-- ABOUT THIS EXERCISE --
Extract the records in full, leaving every picture out.

[Pixel coordinate listings]
□ □ □

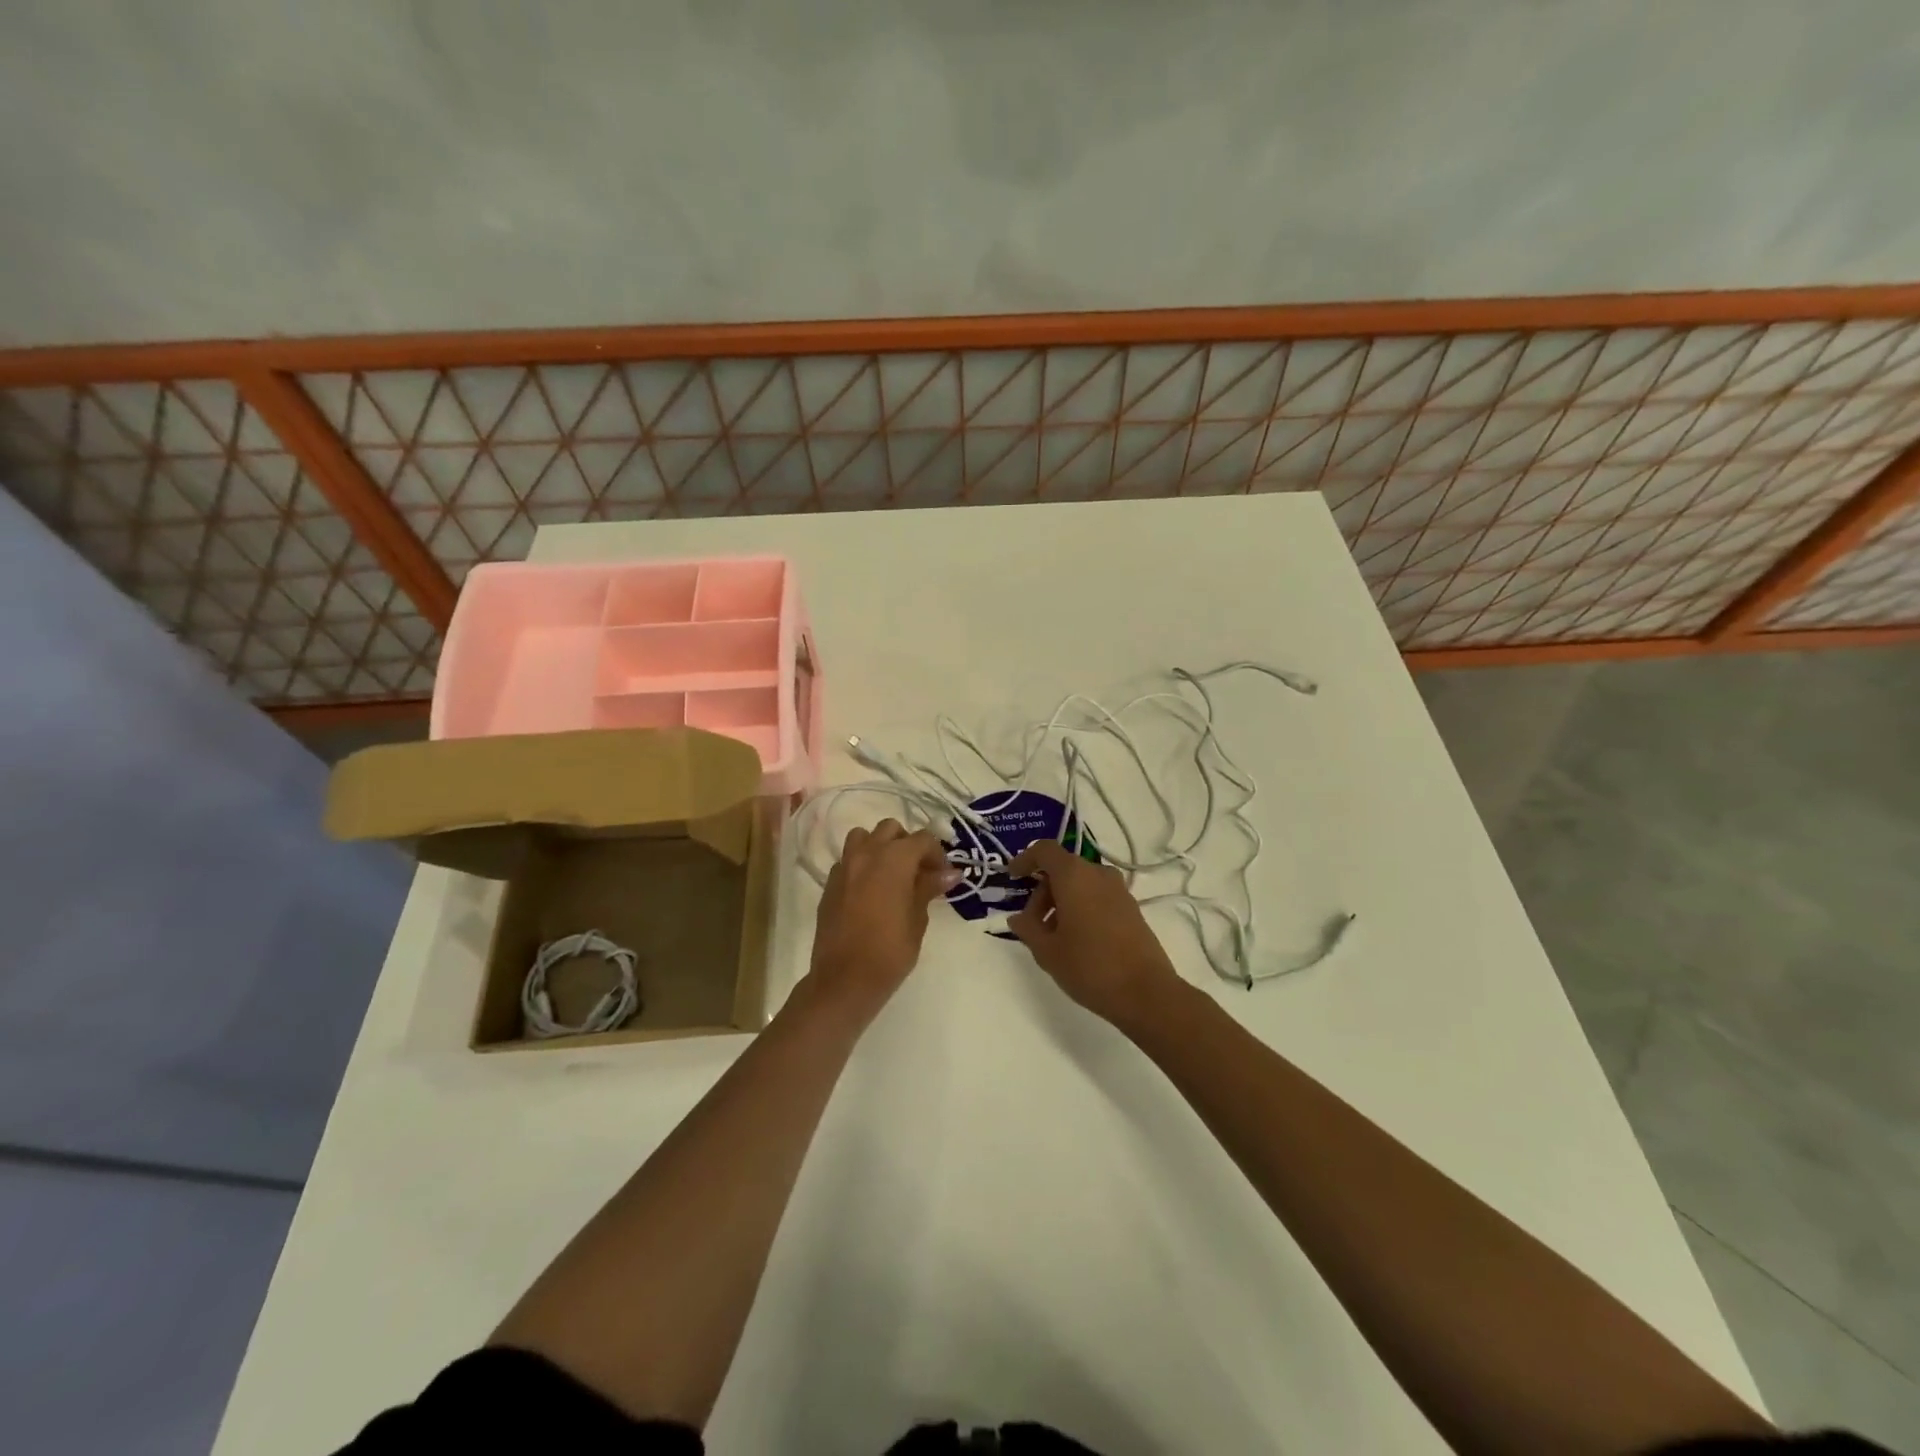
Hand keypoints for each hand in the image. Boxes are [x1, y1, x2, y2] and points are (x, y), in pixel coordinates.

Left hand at [807, 819, 959, 1021]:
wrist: (844, 979)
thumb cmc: (890, 951)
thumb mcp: (917, 919)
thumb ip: (929, 888)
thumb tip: (949, 873)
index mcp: (893, 859)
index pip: (922, 839)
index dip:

□ □ □

-- RESULT OF THE EXERCISE --
Hand keypoints for each hand in the image. Boxes are [x1, y1, x2, y2] and points are (x, y), in pixel coordinates.

Left hand at [807, 819, 959, 1021]:
wrist: (844, 979)
thumb cmc: (890, 951)
thumb mcp: (917, 919)
thumb ip: (929, 888)
thumb tip: (949, 873)
index mcp: (893, 859)
index pip: (922, 839)
index dip:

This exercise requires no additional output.